O.M.G. Salad greens! Kombucha! Tuna salad sandwich on wheat bread! Glorious foods I have consumed here in Auroville, the first stop for Poni and I on our brief tour of southern India after months in Mysore. Auroville is a self-described "Divine anarchy" where people from all over the world have worked to create a sustainable community that is not based on religion, but rather a unifying consciousness of the divine. Based on the ideas of two people, Sri Aurobindo and someone known as "the Mother", and founded in 1968, this community seems to be a visionary success, if not a bit angsty and cultish. Indian people make up about forty percent of the population, the rest mostly white or Western. People wear miniskirts here and get all touchy-feely in public.
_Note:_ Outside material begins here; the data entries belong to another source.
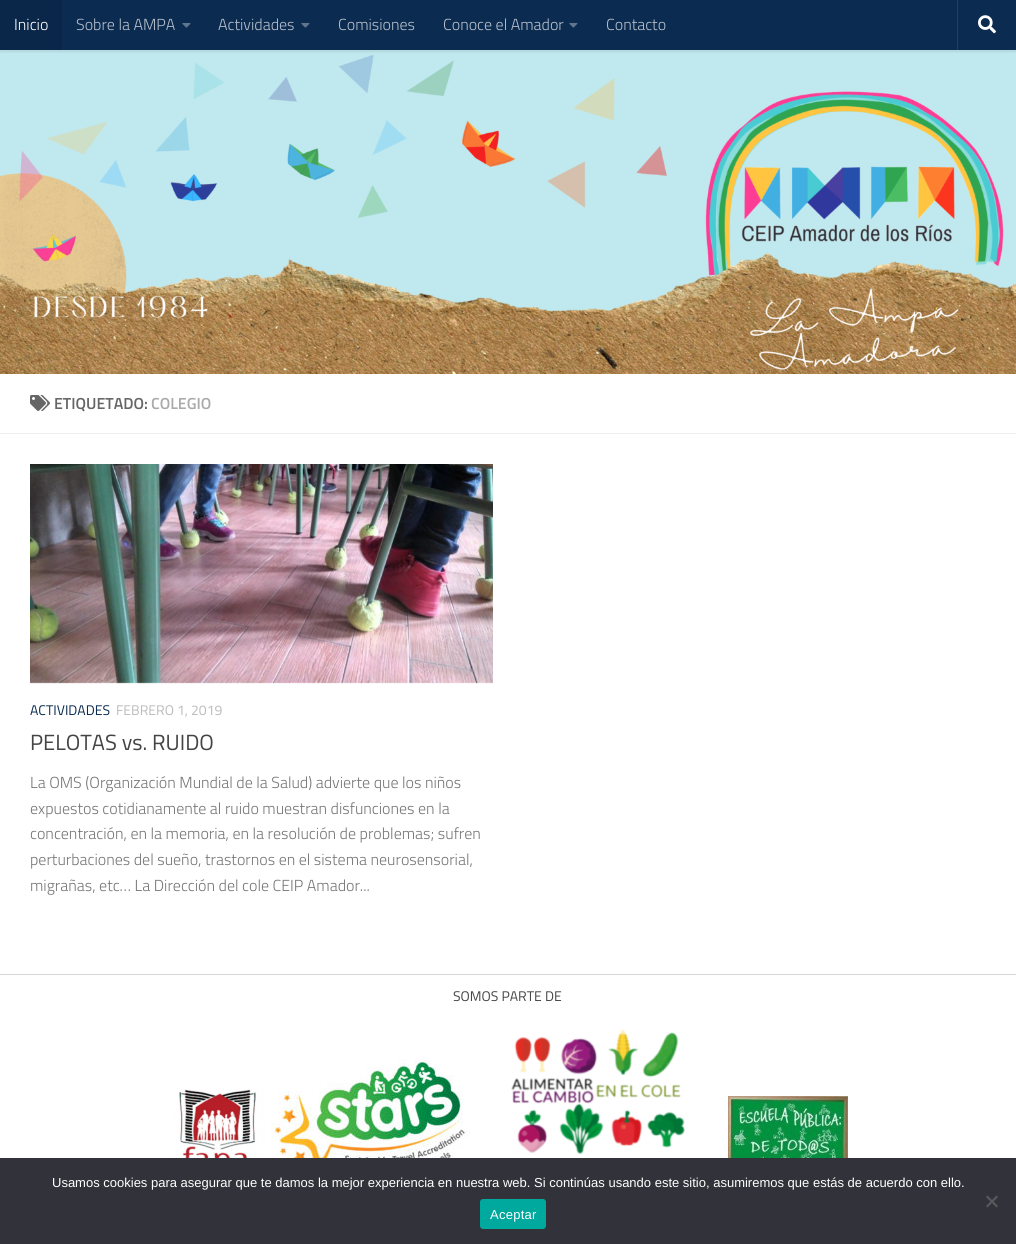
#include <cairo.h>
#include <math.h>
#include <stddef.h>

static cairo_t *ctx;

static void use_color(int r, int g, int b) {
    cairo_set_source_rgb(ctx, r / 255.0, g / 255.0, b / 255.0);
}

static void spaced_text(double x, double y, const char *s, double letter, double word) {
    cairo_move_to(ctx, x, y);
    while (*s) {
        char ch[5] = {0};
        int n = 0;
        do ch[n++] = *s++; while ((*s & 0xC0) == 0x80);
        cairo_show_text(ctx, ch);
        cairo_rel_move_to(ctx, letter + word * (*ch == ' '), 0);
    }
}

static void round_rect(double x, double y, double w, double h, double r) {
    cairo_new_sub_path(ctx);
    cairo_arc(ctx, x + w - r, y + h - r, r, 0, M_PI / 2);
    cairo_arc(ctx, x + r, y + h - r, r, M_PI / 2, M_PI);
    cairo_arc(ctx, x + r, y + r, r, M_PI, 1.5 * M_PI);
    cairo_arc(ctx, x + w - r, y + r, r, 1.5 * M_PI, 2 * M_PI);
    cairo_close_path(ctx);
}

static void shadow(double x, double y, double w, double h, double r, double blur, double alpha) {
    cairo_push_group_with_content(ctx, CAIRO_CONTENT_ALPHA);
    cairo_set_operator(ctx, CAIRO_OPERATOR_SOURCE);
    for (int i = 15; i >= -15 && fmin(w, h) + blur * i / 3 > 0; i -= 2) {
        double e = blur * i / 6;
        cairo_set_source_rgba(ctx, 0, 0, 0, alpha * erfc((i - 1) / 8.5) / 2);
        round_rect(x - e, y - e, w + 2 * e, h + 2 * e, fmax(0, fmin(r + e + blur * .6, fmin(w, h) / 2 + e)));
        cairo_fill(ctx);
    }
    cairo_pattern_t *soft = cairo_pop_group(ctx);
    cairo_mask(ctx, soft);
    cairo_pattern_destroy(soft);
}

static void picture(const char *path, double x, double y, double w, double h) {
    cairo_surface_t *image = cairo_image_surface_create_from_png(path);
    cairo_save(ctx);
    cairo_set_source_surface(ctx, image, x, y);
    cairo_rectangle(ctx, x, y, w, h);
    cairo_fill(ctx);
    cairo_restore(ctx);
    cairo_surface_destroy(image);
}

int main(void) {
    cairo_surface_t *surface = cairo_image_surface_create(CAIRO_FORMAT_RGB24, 1016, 1244);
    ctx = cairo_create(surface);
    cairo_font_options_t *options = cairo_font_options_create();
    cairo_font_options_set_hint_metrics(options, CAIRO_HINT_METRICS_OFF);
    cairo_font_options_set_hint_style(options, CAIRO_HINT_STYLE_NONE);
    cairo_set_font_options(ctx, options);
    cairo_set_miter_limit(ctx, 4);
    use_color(234, 234, 234);
    cairo_paint(ctx);
    use_color(11, 43, 81);
    cairo_rectangle(ctx, 62, 0, 954, 50);
    cairo_fill(ctx);
    use_color(201, 236, 241);
    cairo_rectangle(ctx, 0, 50, 1016, 1);
    cairo_fill(ctx);
    use_color(0, 0, 0);
    shadow(0, 375, 1016, 600, 0, 0.5, 0.1);
    picture("img3.png", 0, 51, 1016, 323);
    cairo_save(ctx);
    cairo_rectangle(ctx, 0, 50, 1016, 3);
    cairo_clip(ctx);
    shadow(0, 0, 1016, 50, 0, 2.5, 0.2);
    cairo_restore(ctx);
    use_color(10, 39, 73);
    cairo_rectangle(ctx, 0, 0, 62, 50);
    cairo_fill(ctx);
    cairo_select_font_face(ctx, "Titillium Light", CAIRO_FONT_SLANT_NORMAL, CAIRO_FONT_WEIGHT_NORMAL);
    cairo_set_font_size(ctx, 16);
    use_color(255, 255, 255);
    cairo_move_to(ctx, 14, 30);
    cairo_show_text(ctx, "Inicio");
    use_color(182, 191, 203);
    cairo_move_to(ctx, 76, 30);
    cairo_show_text(ctx, "Sobre la AMPA");
    picture("img1.png", 182, 23, 9, 5);
    cairo_move_to(ctx, 218, 30);
    cairo_show_text(ctx, "Actividades");
    picture("img1.png", 301, 23, 9, 5);
    cairo_move_to(ctx, 338, 30);
    cairo_show_text(ctx, "Comisiones");
    cairo_move_to(ctx, 443, 30);
    cairo_show_text(ctx, "Conoce el Amador");
    picture("img1.png", 569, 23, 9, 5);
    cairo_move_to(ctx, 606, 30);
    cairo_show_text(ctx, "Contacto");
    use_color(35, 64, 98);
    cairo_rectangle(ctx, 957, 0, 1, 50);
    cairo_fill(ctx);
    picture("img2.png", 978, 15, 18, 19);
    use_color(255, 255, 255);
    cairo_rectangle(ctx, 0, 374, 1016, 600);
    cairo_fill(ctx);
    use_color(238, 238, 238);
    cairo_rectangle(ctx, 0, 433, 1016, 1);
    cairo_fill(ctx);
    picture("img4.png", 30, 395, 20, 16);
    cairo_select_font_face(ctx, "Titillium SemiBold", CAIRO_FONT_SLANT_NORMAL, CAIRO_FONT_WEIGHT_NORMAL);
    use_color(102, 102, 102);
    cairo_move_to(ctx, 54, 409);
    cairo_show_text(ctx, "ETIQUETADO:");
    use_color(170, 170, 170);
    cairo_move_to(ctx, 151, 409);
    cairo_show_text(ctx, "COLEGIO");
    picture("img5.png", 30, 464, 463, 220);
    cairo_select_font_face(ctx, "Titillium", CAIRO_FONT_SLANT_NORMAL, CAIRO_FONT_WEIGHT_NORMAL);
    cairo_set_font_size(ctx, 14);
    use_color(11, 43, 81);
    cairo_move_to(ctx, 30, 715);
    cairo_show_text(ctx, "ACTIVIDADES");
    use_color(187, 187, 187);
    cairo_move_to(ctx, 116, 715);
    cairo_show_text(ctx, "FEBRERO 1, 2019");
    cairo_set_font_size(ctx, 22);
    use_color(68, 68, 68);
    cairo_move_to(ctx, 30, 750);
    cairo_show_text(ctx, "PELOTAS vs. RUIDO");
    cairo_select_font_face(ctx, "Titillium Light", CAIRO_FONT_SLANT_NORMAL, CAIRO_FONT_WEIGHT_NORMAL);
    cairo_set_font_size(ctx, 16);
    use_color(118, 118, 118);
    cairo_move_to(ctx, 30, 788);
    cairo_show_text(ctx, "La OMS (Organización Mundial de la Salud) advierte que los niños");
    cairo_move_to(ctx, 30, 814);
    cairo_show_text(ctx, "expuestos cotidianamente al ruido muestran disfunciones en la");
    cairo_move_to(ctx, 30, 839);
    cairo_show_text(ctx, "concentración, en la memoria, en la resolución de problemas; sufren");
    cairo_move_to(ctx, 30, 865);
    cairo_show_text(ctx, "perturbaciones del sueño, trastornos en el sistema neurosensorial,");
    cairo_move_to(ctx, 30, 891);
    cairo_show_text(ctx, "migrañas, etc… La Dirección del cole CEIP Amador...");
    use_color(255, 255, 255);
    cairo_rectangle(ctx, 0, 975, 1016, 183);
    cairo_fill(ctx);
    cairo_select_font_face(ctx, "Titillium", CAIRO_FONT_SLANT_NORMAL, CAIRO_FONT_WEIGHT_NORMAL);
    cairo_set_font_size(ctx, 14);
    use_color(68, 68, 68);
    cairo_move_to(ctx, 453, 1001);
    cairo_show_text(ctx, "SOMOS PARTE DE");
    picture("img6.png", 172, 1089, 93, 69);
    picture("img7.png", 271, 1059, 199, 99);
    picture("img8.png", 511, 1029, 174, 126);
    picture("img9.png", 728, 1096, 120, 62);
    use_color(50, 50, 58);
    cairo_rectangle(ctx, 0, 1158, 1016, 86);
    cairo_fill(ctx);
    cairo_select_font_face(ctx, "Liberation Sans", CAIRO_FONT_SLANT_NORMAL, CAIRO_FONT_WEIGHT_NORMAL);
    cairo_set_font_size(ctx, 13);
    use_color(255, 255, 255);
    cairo_move_to(ctx, 52, 1187);
    cairo_show_text(ctx, "Usamos cookies para asegurar que te damos la mejor experiencia en nuestra web. Si continúas usando este sitio, asumiremos que estás de acuerdo con ello.");
    use_color(89, 89, 93);
    cairo_new_path(ctx);
    cairo_move_to(ctx, 996.5, 1195.5);
    cairo_line_to(ctx, 998, 1197);
    cairo_line_to(ctx, 987.5, 1207.5);
    cairo_line_to(ctx, 986, 1206);
    cairo_close_path(ctx);
    cairo_fill(ctx);
    cairo_new_path(ctx);
    cairo_move_to(ctx, 986, 1197);
    cairo_line_to(ctx, 987.5, 1195.5);
    cairo_line_to(ctx, 998, 1206);
    cairo_line_to(ctx, 996.5, 1207.5);
    cairo_close_path(ctx);
    cairo_fill(ctx);
    use_color(0, 169, 157);
    round_rect(480, 1199, 66, 30, 3);
    cairo_fill(ctx);
    use_color(255, 255, 255);
    spaced_text(490, 1219, "Aceptar", 0.25, 0);
    cairo_surface_write_to_png(surface, "result.png");
    cairo_font_options_destroy(options);
    cairo_destroy(ctx);
    cairo_surface_destroy(surface);
    return 0;
}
They eat at a giant solar kitchen and meditate in a bulbous temple dubbed the Matri Mandir, a structure straight out of the heart of what I imagine the late sixties to have been like.
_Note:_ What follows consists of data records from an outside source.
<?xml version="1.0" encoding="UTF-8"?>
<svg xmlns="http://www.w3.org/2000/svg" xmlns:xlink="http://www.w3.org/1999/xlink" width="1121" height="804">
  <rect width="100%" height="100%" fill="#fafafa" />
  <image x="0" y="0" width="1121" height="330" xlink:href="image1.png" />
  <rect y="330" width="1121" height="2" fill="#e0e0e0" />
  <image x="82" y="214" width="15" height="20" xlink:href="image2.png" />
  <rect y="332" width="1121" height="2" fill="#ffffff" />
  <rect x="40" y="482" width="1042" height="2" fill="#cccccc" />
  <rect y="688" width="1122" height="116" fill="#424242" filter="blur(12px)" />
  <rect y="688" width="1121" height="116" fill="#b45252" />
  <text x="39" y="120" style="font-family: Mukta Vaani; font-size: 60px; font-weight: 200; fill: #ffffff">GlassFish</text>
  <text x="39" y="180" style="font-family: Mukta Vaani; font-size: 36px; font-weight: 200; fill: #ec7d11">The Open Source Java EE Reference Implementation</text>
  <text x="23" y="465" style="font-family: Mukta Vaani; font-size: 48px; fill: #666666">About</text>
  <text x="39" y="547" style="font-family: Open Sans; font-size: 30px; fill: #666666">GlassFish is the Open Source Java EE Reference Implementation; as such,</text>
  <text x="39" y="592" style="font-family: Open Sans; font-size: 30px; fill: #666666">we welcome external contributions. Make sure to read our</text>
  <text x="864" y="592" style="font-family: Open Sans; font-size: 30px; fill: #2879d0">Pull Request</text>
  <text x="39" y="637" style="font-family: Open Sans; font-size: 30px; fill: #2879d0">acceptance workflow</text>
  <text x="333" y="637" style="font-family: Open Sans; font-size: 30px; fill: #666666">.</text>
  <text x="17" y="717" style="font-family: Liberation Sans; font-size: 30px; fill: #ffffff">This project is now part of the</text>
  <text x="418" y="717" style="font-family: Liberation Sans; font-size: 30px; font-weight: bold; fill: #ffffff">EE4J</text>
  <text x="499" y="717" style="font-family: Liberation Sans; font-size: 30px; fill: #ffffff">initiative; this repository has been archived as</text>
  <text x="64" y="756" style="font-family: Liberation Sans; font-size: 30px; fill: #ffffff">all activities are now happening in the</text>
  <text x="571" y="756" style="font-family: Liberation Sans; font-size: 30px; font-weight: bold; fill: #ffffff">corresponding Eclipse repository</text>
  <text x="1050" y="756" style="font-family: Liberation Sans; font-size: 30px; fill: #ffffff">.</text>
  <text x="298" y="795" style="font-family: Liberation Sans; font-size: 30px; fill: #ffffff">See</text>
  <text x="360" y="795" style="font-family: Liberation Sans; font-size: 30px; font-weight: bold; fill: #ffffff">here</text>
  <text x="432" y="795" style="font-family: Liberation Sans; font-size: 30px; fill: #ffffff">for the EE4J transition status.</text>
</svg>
Not only have Poni and I had amazing raw, vegan, organic, and completely non-Indian Western hippie foods in abundance, but we have also seen the BEACH, and a beautiful ashram in the city of Pondicherry, a quaint and very French-influenced town about ten miles outside of Auroville. Our guide, and Poni's longtime friend, Ethan, has been showing us around when he has time outside of his busy schedule at the Youth Camp he teaches environmental science at. The "youths" are spirited American college students with idealism glittering in their eyes. They and their camp (and subsequently Poni and I as well for the past few days) are kept clean and extremely well fed by the Tamil Indian folks working here. Much of the grunt work in Auroville, it seems, is done by Indian hands, which is no doubt a subject of constant moral debate for the rest of the community. I am feeling quite at home here, gobbling herbal energy ladus and fruit keifer drinks, Poni and I debating the debatability of the term "anarchy" as it has been applied here, and being constantly reminded of my glorious days at Fairhaven College in Bellingham, where I too once had idyllic glittering eyes and a fierce passion for unity, knowledge, progressive thinking, and what have you. Not that I don't still feel that way now, I just feel a whole bunch of other things as well.
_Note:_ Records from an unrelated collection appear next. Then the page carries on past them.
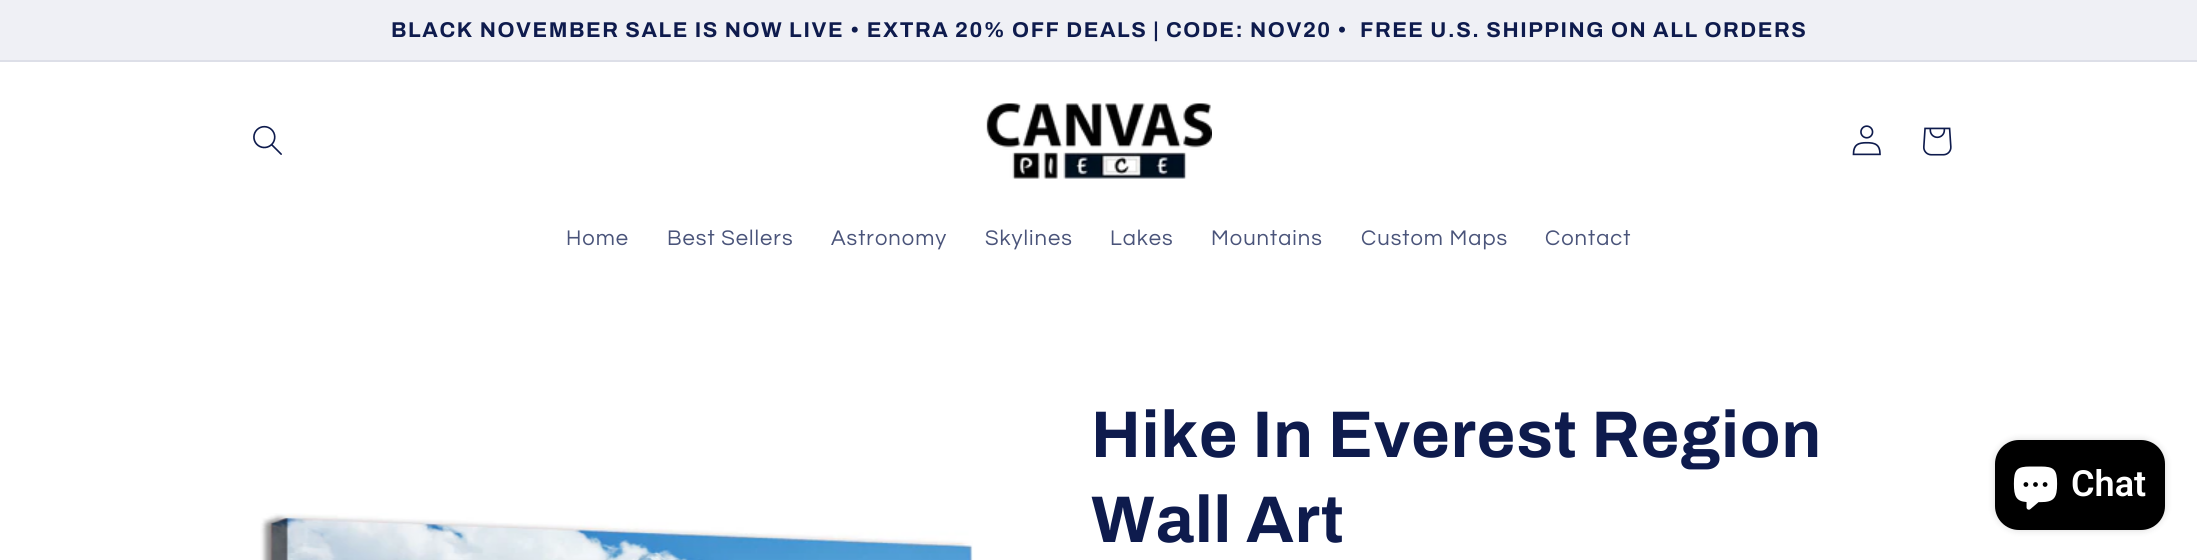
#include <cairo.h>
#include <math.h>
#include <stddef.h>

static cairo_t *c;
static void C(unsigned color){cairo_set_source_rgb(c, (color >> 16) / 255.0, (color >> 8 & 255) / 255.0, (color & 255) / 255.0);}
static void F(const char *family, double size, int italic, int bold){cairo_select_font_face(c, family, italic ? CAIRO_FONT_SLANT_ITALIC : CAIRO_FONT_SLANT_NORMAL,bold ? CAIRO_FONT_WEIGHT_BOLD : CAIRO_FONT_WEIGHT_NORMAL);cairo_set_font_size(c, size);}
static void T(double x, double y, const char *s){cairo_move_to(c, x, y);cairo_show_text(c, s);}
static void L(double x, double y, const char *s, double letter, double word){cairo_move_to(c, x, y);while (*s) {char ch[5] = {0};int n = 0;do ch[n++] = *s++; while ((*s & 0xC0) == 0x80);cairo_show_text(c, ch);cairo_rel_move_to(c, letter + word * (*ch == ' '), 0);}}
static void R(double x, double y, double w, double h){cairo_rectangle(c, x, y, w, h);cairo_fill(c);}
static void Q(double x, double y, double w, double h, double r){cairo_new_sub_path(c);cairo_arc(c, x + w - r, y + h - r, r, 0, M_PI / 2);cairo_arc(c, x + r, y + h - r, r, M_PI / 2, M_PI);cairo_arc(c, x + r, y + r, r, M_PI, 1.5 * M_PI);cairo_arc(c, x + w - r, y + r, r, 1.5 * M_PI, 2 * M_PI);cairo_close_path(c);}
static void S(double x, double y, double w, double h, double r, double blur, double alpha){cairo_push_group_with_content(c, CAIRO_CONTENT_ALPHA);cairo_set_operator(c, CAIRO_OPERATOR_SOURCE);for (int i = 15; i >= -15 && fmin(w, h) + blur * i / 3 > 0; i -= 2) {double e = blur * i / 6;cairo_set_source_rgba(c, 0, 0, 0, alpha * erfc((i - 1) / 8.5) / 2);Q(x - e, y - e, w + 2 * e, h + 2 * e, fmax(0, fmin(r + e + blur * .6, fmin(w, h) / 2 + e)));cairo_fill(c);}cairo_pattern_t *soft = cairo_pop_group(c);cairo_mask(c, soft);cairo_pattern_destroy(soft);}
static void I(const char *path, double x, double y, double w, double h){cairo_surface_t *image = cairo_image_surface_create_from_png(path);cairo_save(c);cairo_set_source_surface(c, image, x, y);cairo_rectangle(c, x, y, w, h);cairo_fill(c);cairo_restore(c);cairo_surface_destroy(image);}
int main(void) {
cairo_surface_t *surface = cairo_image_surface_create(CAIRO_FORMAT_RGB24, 2197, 560);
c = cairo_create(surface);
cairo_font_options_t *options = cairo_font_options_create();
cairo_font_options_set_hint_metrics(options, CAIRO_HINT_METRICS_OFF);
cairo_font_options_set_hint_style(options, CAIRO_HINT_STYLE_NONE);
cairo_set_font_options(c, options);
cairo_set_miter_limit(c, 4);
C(0xeff0f5);
cairo_paint(c);
C(0xdddfe8);
R(0,60,2197,2);
F("Archivo",21.45,0,1);
C(0x0e1b4d);
L(391,37,"BLACK NOVEMBER SALE IS NOW LIVE • EXTRA 20% OFF DEALS | CODE: NOV20 •  FREE U.S. SHIPPING ON ALL ORDERS",1.58,0);
C(0xffffff);
R(0,62,2197,498);
I("1.png",253,125,29,30);
I("2.png",986,103,226,76);
I("3.png",1852,125,29,31);
I("4.png",1923,127,29,29);
F("Questrial",22,0,0);
C(0x4a547a);
L(566,245,"Home",1,0);
L(667,245,"Best Sellers",1,0);
L(831,245,"Astronomy",1,0);
L(985,245,"Skylines",1,0);
L(1110,245,"Lakes",1,0);
L(1211,245,"Mountains",1,0);
L(1361,245,"Custom Maps",1,0);
L(1545,245,"Contact",1,0);
I("5.png",260,513,713,47);
F("Archivo",66,0,1);
C(0x0e1b4d);
L(1091,457,"Hike In Everest Region",1,0);
L(1091,542,"Wall Art",1,0);
C(0x000000);
S(1995,440,170,90,24,4,.15);
C(0x000000);
Q(1995,440,170,90,24);
cairo_fill(c);
I("6.png",2013,466,45,44);
F("Roboto SemiBold",36,0,0);
C(0xffffff);
T(2071,496,"Chat");
cairo_surface_write_to_png(surface, "o.png");
cairo_font_options_destroy(options);
cairo_destroy(c);
cairo_surface_destroy(surface);
return 0;
}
It has been a lovely stay for the most part, but the time has inevitably flown, and we are preparing to leave tomorrow, much to the chagrin of Poni, who has fallen digestively ill again, and will be missing his friend Ethan, who has been a refreshing figure in our travel adventures.

As the moon wanes yet again, I find myself dreaming of family and of babies I might have one day, and missing my friends harder than ever. I have dreams congealing in my heart for the chapter of my life which will directly follow India. All plans of the past have been weeded thoroughly and all new ones have begun to flourish in their place. I have been sleeping and sleeping and sleeping, and meditating and meditating and meditating. I taught some more yoga to a few folks the other day as well, which may have been my first experience teaching anything at all to a group of folks. It was really fun and taught me a lot about...teaching.

Next we head to the state of Kerala and the very tip of India (which is still in Tamil Nadu) to see some amazing sunsets/rises. We plan to spend most of our time on the beach, and possibly on houseboats in the backwaters, and most certainly eating more amazing food, though perhaps not quite as hippie fresh as the foods of the past few days.